[m-dev.] --warn-non-tail-recursion and deep profiling

Paul Bone paul at bone.id.au
Wed Mar 2 13:00:59 AEDT 2016


On Wed, Mar 02, 2016 at 12:33:22PM +1100, Julien Fischer wrote:
> 
> Hi Paul,
> 
> On Wed, 2 Mar 2016, Paul Bone wrote:
> 
> >On Wed, Mar 02, 2016 at 10:13:24AM +1100, Julien Fischer wrote:
> >>
> >>Hi,
> >>
> >>Was it intended that --warn-non-tail-recursion should emit warnings
> >>in deep profiling grades?  Since those grades disable tail recursion
> >>you obviously get a warning about every recursive predicate.
> >
> >Not specifically.
> >
> >Because this is disabled by default simply enabling deep profiling won't
> >cause these warnings.  A user giving both options on the command line will
> >very quickly figure out what is happening, but if --warn-non-tail-recursion
> >is specified in a Mercury.options file, especially if it's setup by another
> >developer on a team, then enabling --deep-profiling might cause some
> >surprise.
> 
> That is the case I'm looking at.  Specifically, I'm looking at the
> "failure" of the test case invalid/require_tailrec_2 in the grade
> none.gc.profdeep.trseg.stseg.  We get additional warnings for this test
> case because tail recursion is disabled.  There are various ways to
> avoid this failure (e.g. extra expected output, don't run the test in
> profdeep grades); I'm trying to determine which one to use here.

I suggest not running these tests with the profdeep grade component.

> >I think that the question is: which surprise is better?  Lots of
> >warnings
> 
> It's lots of warnings that are *not* present in non profdeep grades.
> Also, in the profdeep grades, they are *useless* warnings since there's
> nothing you can do about them.  (Presuambly, --warn-non-tail-recursion
> respects --halt-at-warn, which is going to be a problem in profdeep
> grades if the --halt-at-warn is also present in your Mercury.options
> file.)

Uses can:
    * Be aware that their programs may crash.
    * When they crash, more quickly decide to increase heap space or use
      stack segments.
    * Turn off deep profiling.

> >or running out of stack space.
> 
> That won't come as a surprise since I've read the user's guide
> and that's what it says will happen!

You and I are not a fair test of user-friendlyness.  We're too aware of how
Mercury and deep profiling works.

Another option is if deep profiling and --warn-non-tail-recursive are both
enabled, emit one general warning only.  The text of the warning message
could even change depending on the stseg grade component.

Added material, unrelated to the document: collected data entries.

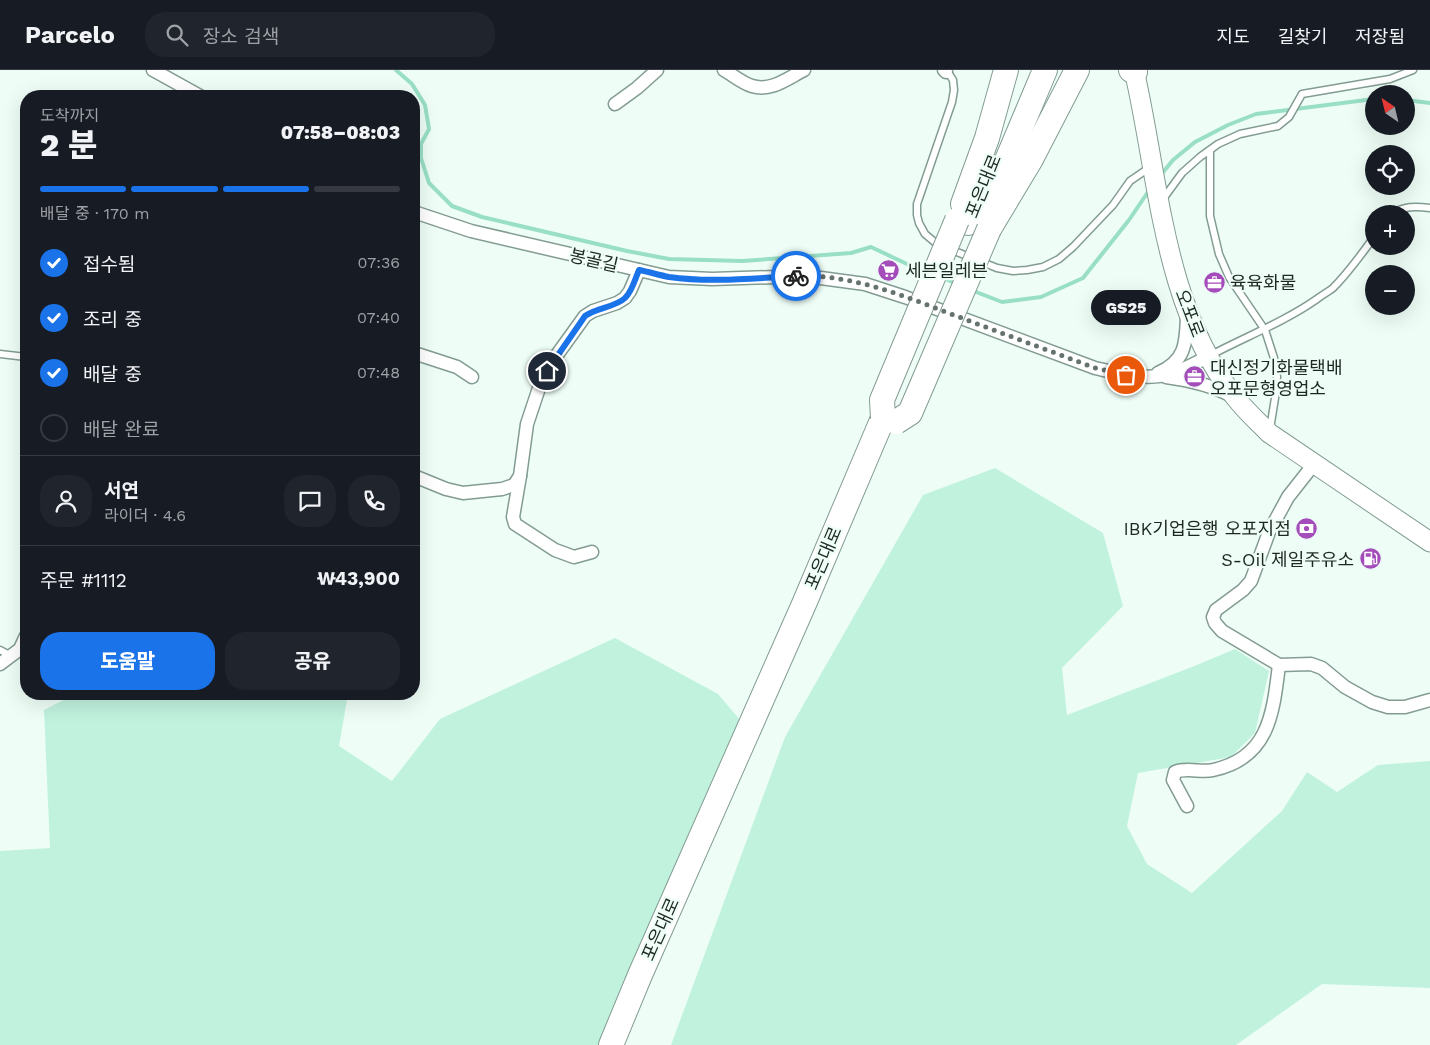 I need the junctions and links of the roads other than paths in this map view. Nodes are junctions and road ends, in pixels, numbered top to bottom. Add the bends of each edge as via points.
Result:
1 (153, 70) edge
2 (657, 70) edge
3 (724, 70) edge
4 (804, 70) edge
5 (1006, 70) edge
6 (1032, 70) edge
7 (1045, 70) edge
8 (1413, 70) edge
9 (947, 71) edge
10 (1133, 71) edge
11 (1078, 72) edge
12 (742, 75) edge
13 (188, 90) edge
14 (616, 104) dead end
15 (1210, 150) junction
16 (1153, 169) junction
17 (1158, 197) junction
18 (1415, 206) edge
19 (1430, 208) edge
20 (420, 214) edge
21 (973, 224) junction
22 (1365, 249) edge
23 (639, 270) junction
24 (1188, 310) junction
25 (1265, 330) junction
26 (0, 354) edge
27 (420, 355) edge
28 (20, 356) edge
29 (1208, 357) junction
30 (472, 377) dead end
31 (1155, 377) junction
32 (1234, 396) junction
33 (890, 420) junction
34 (1269, 432) junction
35 (1314, 464) junction
36 (520, 476) junction
37 (420, 478) edge
38 (1430, 542) edge
39 (592, 552) dead end
40 (20, 649) edge
41 (6, 653) edge
42 (0, 664) edge
43 (1280, 666) junction
44 (1430, 700) edge
45 (1188, 806) dead end
46 (611, 1045) edge
47 (626, 1045) edge

1 - 13 street
2 - 14 street
3 - 12 street
4 - 12 street via 775,86 764,88 752,86
5 - 21 highway via 987,138
6 - 21 highway, 포은대로
7 - 21 highway, 포은대로
8 - 15 lane via 1390,79 1302,94 1289,117 1278,126 1240,134
9 - 16 lane via 953,80 952,102 917,204 919,223 925,234 937,244 997,268 1013,271 1043,266 1059,259 1073,247 1113,205 1130,180
10 - 16 street, 오포로
11 - 21 highway via 1031,159
15 - 17 lane
15 - 25 lane via 1210,216 1219,254 1229,277
16 - 17 street, 오포로
17 - 24 street, 오포로 via 1172,262
18 - 19 lane
20 - 23 street, 봉골길 via 470,231
21 - 33 highway, bridge via 882,400
21 - 33 highway, bridge via 910,413
22 - 25 lane via 1332,289
23 - 31 street, 봉골길 via 691,278 806,276 865,284 1095,368
23 - 36 street via 625,298 585,316 554,359 541,382 527,424
24 - 29 street, 오포로
24 - 31 street via 1184,350
25 - 29 lane
25 - 34 lane via 1277,377
26 - 28 lane
27 - 30 street via 457,367
29 - 31 street, 봉골길 via 1176,372
29 - 32 street, 오포로
31 - 32 street via 1196,381
32 - 34 street, 오포로
33 - 46 highway, 포은대로 via 804,604
33 - 47 highway, 포은대로
34 - 35 street, 오포로
35 - 38 street, 오포로
35 - 43 street via 1288,497 1269,532 1251,581 1216,610 1213,617 1214,623 1222,630
36 - 37 street via 514,485 502,489 464,493
36 - 39 street via 513,517 515,524 555,550 574,557
40 - 41 street
41 - 42 street
43 - 44 street via 1311,664 1322,668 1345,687 1388,707 1405,707
43 - 45 street via 1267,730 1247,756 1211,771 1175,772 1173,780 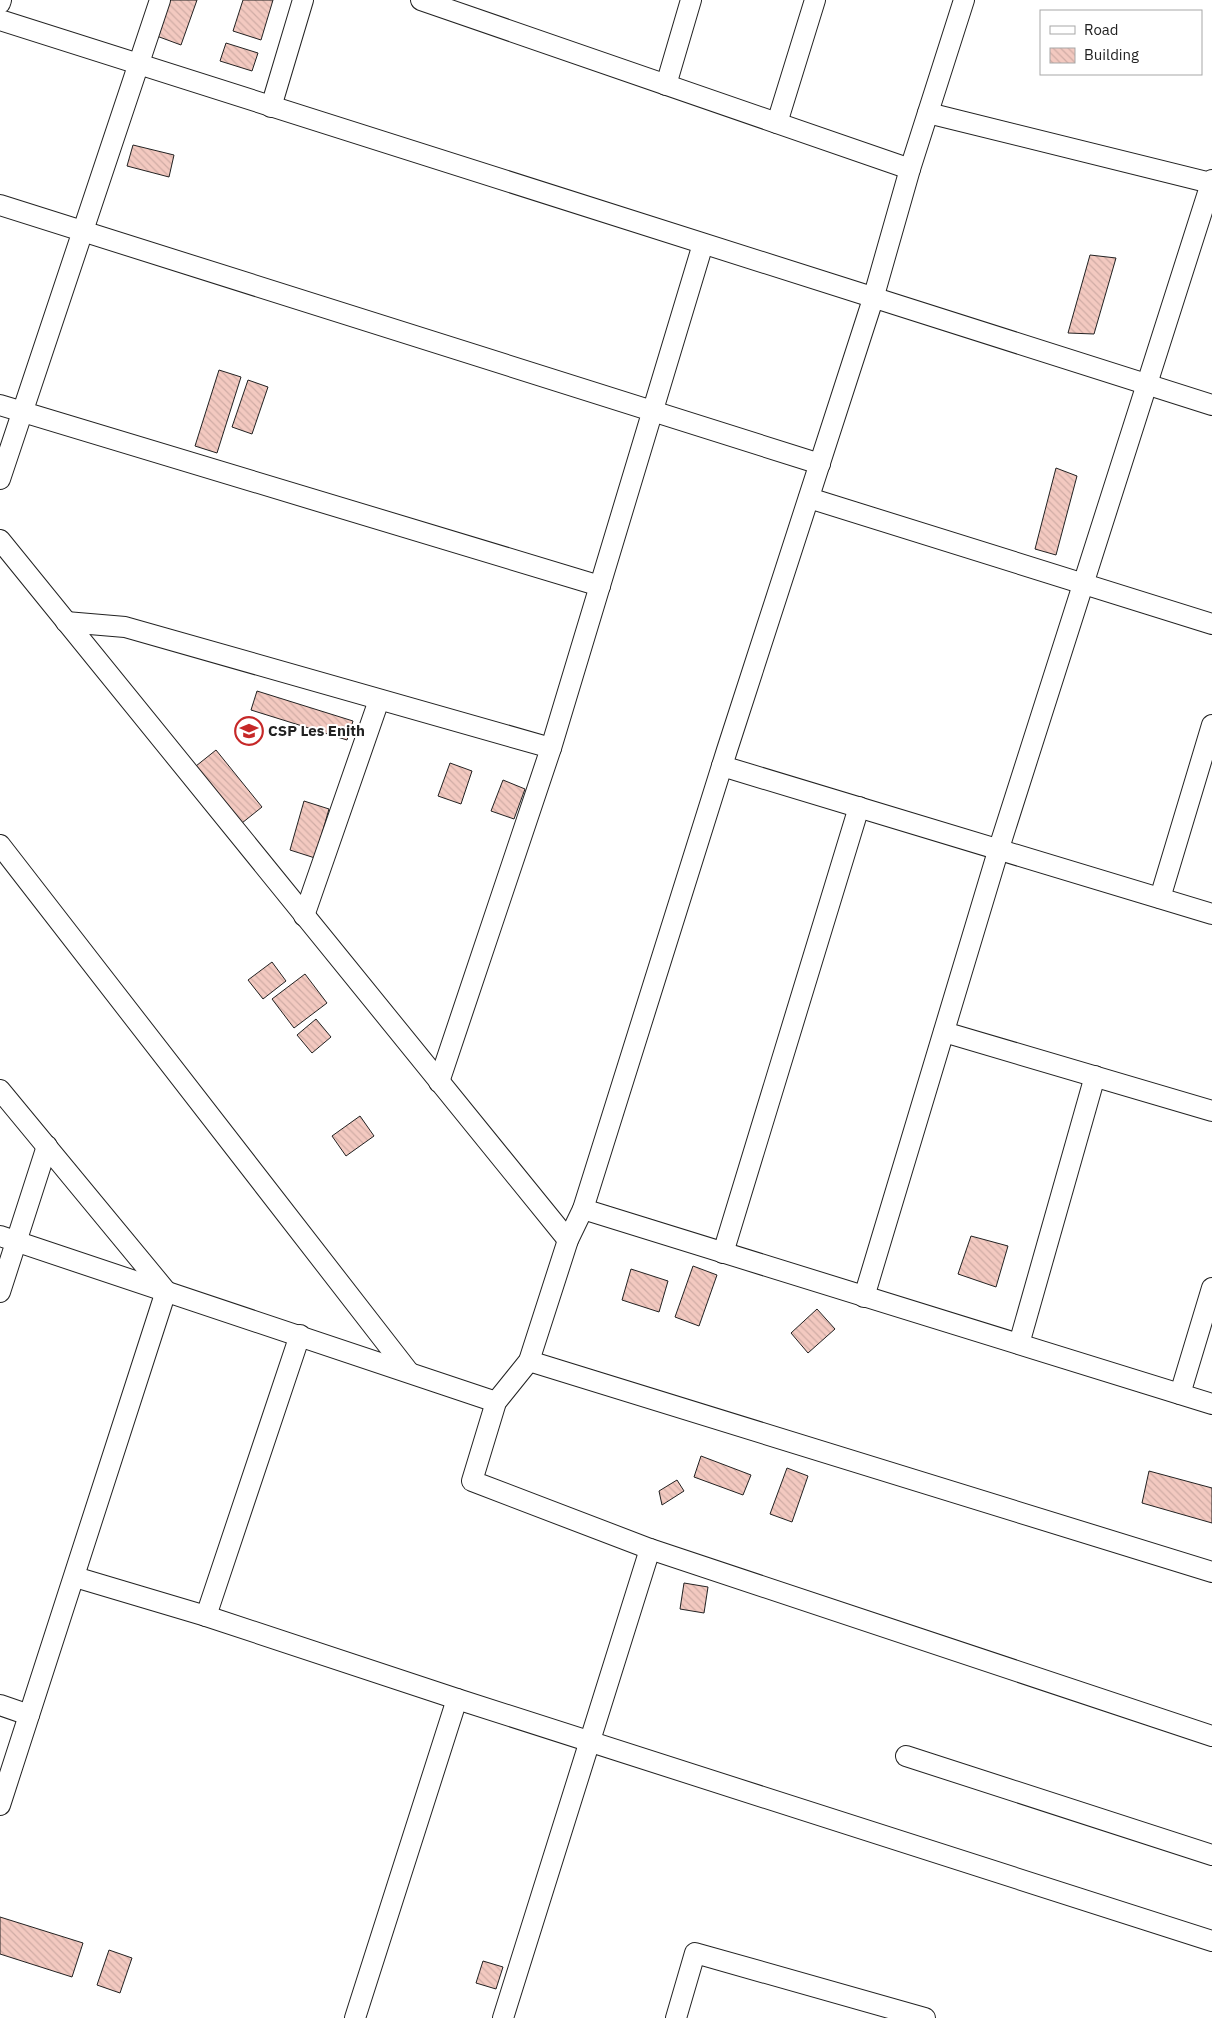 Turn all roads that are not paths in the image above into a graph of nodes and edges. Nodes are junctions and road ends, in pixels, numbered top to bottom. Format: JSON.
{"nodes":[{"id":1,"x":160,"y":0,"type":"edge"},
{"id":2,"x":303,"y":0,"type":"edge"},
{"id":3,"x":691,"y":0,"type":"edge"},
{"id":4,"x":815,"y":0,"type":"edge"},
{"id":5,"x":964,"y":0,"type":"edge"},
{"id":6,"x":427,"y":1,"type":"edge"},
{"id":7,"x":0,"y":20,"type":"edge"},
{"id":8,"x":140,"y":65,"type":"junction"},
{"id":9,"x":666,"y":84,"type":"junction"},
{"id":10,"x":270,"y":107,"type":"junction"},
{"id":11,"x":928,"y":114,"type":"junction"},
{"id":12,"x":777,"y":123,"type":"junction"},
{"id":13,"x":910,"y":169,"type":"junction"},
{"id":14,"x":1212,"y":181,"type":"edge"},
{"id":15,"x":0,"y":205,"type":"edge"},
{"id":16,"x":84,"y":232,"type":"junction"},
{"id":17,"x":703,"y":244,"type":"junction"},
{"id":18,"x":873,"y":299,"type":"junction"},
{"id":19,"x":1147,"y":384,"type":"junction"},
{"id":20,"x":0,"y":405,"type":"edge"},
{"id":21,"x":1212,"y":405,"type":"edge"},
{"id":22,"x":653,"y":411,"type":"junction"},
{"id":23,"x":23,"y":412,"type":"junction"},
{"id":24,"x":820,"y":464,"type":"junction"},
{"id":25,"x":0,"y":479,"type":"edge"},
{"id":26,"x":809,"y":498,"type":"junction"},
{"id":27,"x":0,"y":540,"type":"edge"},
{"id":28,"x":1083,"y":584,"type":"junction"},
{"id":29,"x":600,"y":586,"type":"junction"},
{"id":30,"x":66,"y":622,"type":"junction"},
{"id":31,"x":1212,"y":624,"type":"edge"},
{"id":32,"x":379,"y":700,"type":"junction"},
{"id":33,"x":1212,"y":725,"type":"edge"},
{"id":34,"x":551,"y":748,"type":"junction"},
{"id":35,"x":722,"y":766,"type":"junction"},
{"id":36,"x":859,"y":807,"type":"junction"},
{"id":37,"x":0,"y":845,"type":"edge"},
{"id":38,"x":999,"y":848,"type":"junction"},
{"id":39,"x":1160,"y":898,"type":"junction"},
{"id":40,"x":1212,"y":914,"type":"edge"},
{"id":41,"x":304,"y":916,"type":"junction"},
{"id":42,"x":944,"y":1032,"type":"junction"},
{"id":43,"x":1095,"y":1076,"type":"junction"},
{"id":44,"x":439,"y":1082,"type":"junction"},
{"id":45,"x":0,"y":1090,"type":"edge"},
{"id":46,"x":1212,"y":1111,"type":"edge"},
{"id":47,"x":47,"y":1146,"type":"junction"},
{"id":48,"x":583,"y":1209,"type":"junction"},
{"id":49,"x":8,"y":1238,"type":"edge"},
{"id":50,"x":568,"y":1240,"type":"junction"},
{"id":51,"x":723,"y":1253,"type":"junction"},
{"id":52,"x":1212,"y":1288,"type":"edge"},
{"id":53,"x":166,"y":1291,"type":"junction"},
{"id":54,"x":0,"y":1292,"type":"edge"},
{"id":55,"x":864,"y":1297,"type":"junction"},
{"id":56,"x":300,"y":1335,"type":"junction"},
{"id":57,"x":1019,"y":1344,"type":"junction"},
{"id":58,"x":529,"y":1361,"type":"junction"},
{"id":59,"x":408,"y":1371,"type":"junction"},
{"id":60,"x":1180,"y":1394,"type":"junction"},
{"id":61,"x":496,"y":1402,"type":"junction"},
{"id":62,"x":1212,"y":1404,"type":"edge"},
{"id":63,"x":650,"y":1549,"type":"junction"},
{"id":64,"x":1212,"y":1572,"type":"edge"},
{"id":65,"x":75,"y":1577,"type":"junction"},
{"id":66,"x":206,"y":1616,"type":"junction"},
{"id":67,"x":457,"y":1699,"type":"junction"},
{"id":68,"x":0,"y":1705,"type":"edge"},
{"id":69,"x":29,"y":1715,"type":"junction"},
{"id":70,"x":1212,"y":1736,"type":"edge"},
{"id":71,"x":590,"y":1742,"type":"junction"},
{"id":72,"x":906,"y":1756,"type":"dead end"},
{"id":73,"x":0,"y":1805,"type":"edge"},
{"id":74,"x":1212,"y":1855,"type":"edge"},
{"id":75,"x":1212,"y":1941,"type":"edge"},
{"id":76,"x":355,"y":2018,"type":"edge"},
{"id":77,"x":503,"y":2018,"type":"edge"},
{"id":78,"x":676,"y":2018,"type":"edge"},
{"id":79,"x":925,"y":2018,"type":"edge"}],
"edges":[{"from":1,"to":8,"type":"street"},
{"from":2,"to":10,"type":"street"},
{"from":3,"to":9,"type":"street"},
{"from":4,"to":12,"type":"street"},
{"from":5,"to":11,"type":"street"},
{"from":6,"to":9,"type":"street"},
{"from":7,"to":8,"type":"street"},
{"from":8,"to":10,"type":"street"},
{"from":8,"to":16,"type":"street"},
{"from":9,"to":12,"type":"street"},
{"from":10,"to":17,"type":"street"},
{"from":11,"to":13,"type":"street"},
{"from":11,"to":14,"type":"street"},
{"from":12,"to":13,"type":"street"},
{"from":13,"to":18,"type":"street"},
{"from":14,"to":19,"type":"street"},
{"from":15,"to":16,"type":"street"},
{"from":16,"to":22,"type":"street"},
{"from":16,"to":23,"type":"street"},
{"from":17,"to":18,"type":"street"},
{"from":17,"to":22,"type":"street"},
{"from":18,"to":19,"type":"street"},
{"from":18,"to":24,"type":"street"},
{"from":19,"to":21,"type":"street"},
{"from":19,"to":28,"type":"street"},
{"from":20,"to":23,"type":"street"},
{"from":22,"to":24,"type":"street"},
{"from":22,"to":29,"type":"street"},
{"from":23,"to":25,"type":"street"},
{"from":23,"to":29,"type":"street"},
{"from":24,"to":26,"type":"street"},
{"from":26,"to":28,"type":"street"},
{"from":26,"to":35,"type":"street"},
{"from":27,"to":30,"type":"street"},
{"from":28,"to":31,"type":"street"},
{"from":28,"to":38,"type":"street"},
{"from":29,"to":34,"type":"street"},
{"from":30,"to":32,"type":"street"},
{"from":30,"to":41,"type":"street"},
{"from":32,"to":34,"type":"street"},
{"from":32,"to":41,"type":"street"},
{"from":33,"to":39,"type":"street"},
{"from":34,"to":44,"type":"street"},
{"from":35,"to":36,"type":"street"},
{"from":35,"to":48,"type":"street"},
{"from":36,"to":38,"type":"street"},
{"from":36,"to":51,"type":"street"},
{"from":37,"to":59,"type":"street"},
{"from":38,"to":39,"type":"street"},
{"from":38,"to":42,"type":"street"},
{"from":39,"to":40,"type":"street"},
{"from":41,"to":44,"type":"street"},
{"from":42,"to":43,"type":"street"},
{"from":42,"to":55,"type":"street"},
{"from":43,"to":46,"type":"street"},
{"from":43,"to":57,"type":"street"},
{"from":44,"to":50,"type":"street"},
{"from":45,"to":47,"type":"street"},
{"from":47,"to":49,"type":"street"},
{"from":47,"to":53,"type":"street"},
{"from":48,"to":50,"type":"street"},
{"from":48,"to":51,"type":"street"},
{"from":49,"to":53,"type":"street"},
{"from":49,"to":54,"type":"street"},
{"from":50,"to":58,"type":"street"},
{"from":51,"to":55,"type":"street"},
{"from":52,"to":60,"type":"street"},
{"from":53,"to":56,"type":"street"},
{"from":53,"to":65,"type":"street"},
{"from":55,"to":57,"type":"street"},
{"from":56,"to":59,"type":"street"},
{"from":56,"to":66,"type":"street"},
{"from":57,"to":60,"type":"street"},
{"from":58,"to":61,"type":"street"},
{"from":58,"to":64,"type":"street"},
{"from":59,"to":61,"type":"street"},
{"from":60,"to":62,"type":"street"},
{"from":61,"to":63,"type":"street"},
{"from":63,"to":70,"type":"street"},
{"from":63,"to":71,"type":"street"},
{"from":65,"to":66,"type":"street"},
{"from":65,"to":69,"type":"street"},
{"from":66,"to":67,"type":"street"},
{"from":67,"to":71,"type":"street"},
{"from":67,"to":76,"type":"street"},
{"from":68,"to":69,"type":"street"},
{"from":69,"to":73,"type":"street"},
{"from":71,"to":75,"type":"street"},
{"from":71,"to":77,"type":"street"},
{"from":72,"to":74,"type":"street"},
{"from":78,"to":79,"type":"street"}]}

> >Does the answer to this change if we take away the historical
> >behaviour of breaking tail recursion in deep profiling grades?
> 
> How do you propose to do that?  We do have an undocumented option
> for allowing (some) tail recursion in deep profiling grades, however
> we currently say the following about it:
> 
>    % We do not currently enable (or publicly document) this option
>    % because its use results in significant overheads. Also, it is not
>    % compatible with coverage profiling, which is enabled by default. By
>    % default, all deep profiling grades are also built with
>    % --stack-segments in order to avoid problems caused by the lack of
>    % tail recursion.
> 
> (I suspect it's actually broken due to bitrot in any case.)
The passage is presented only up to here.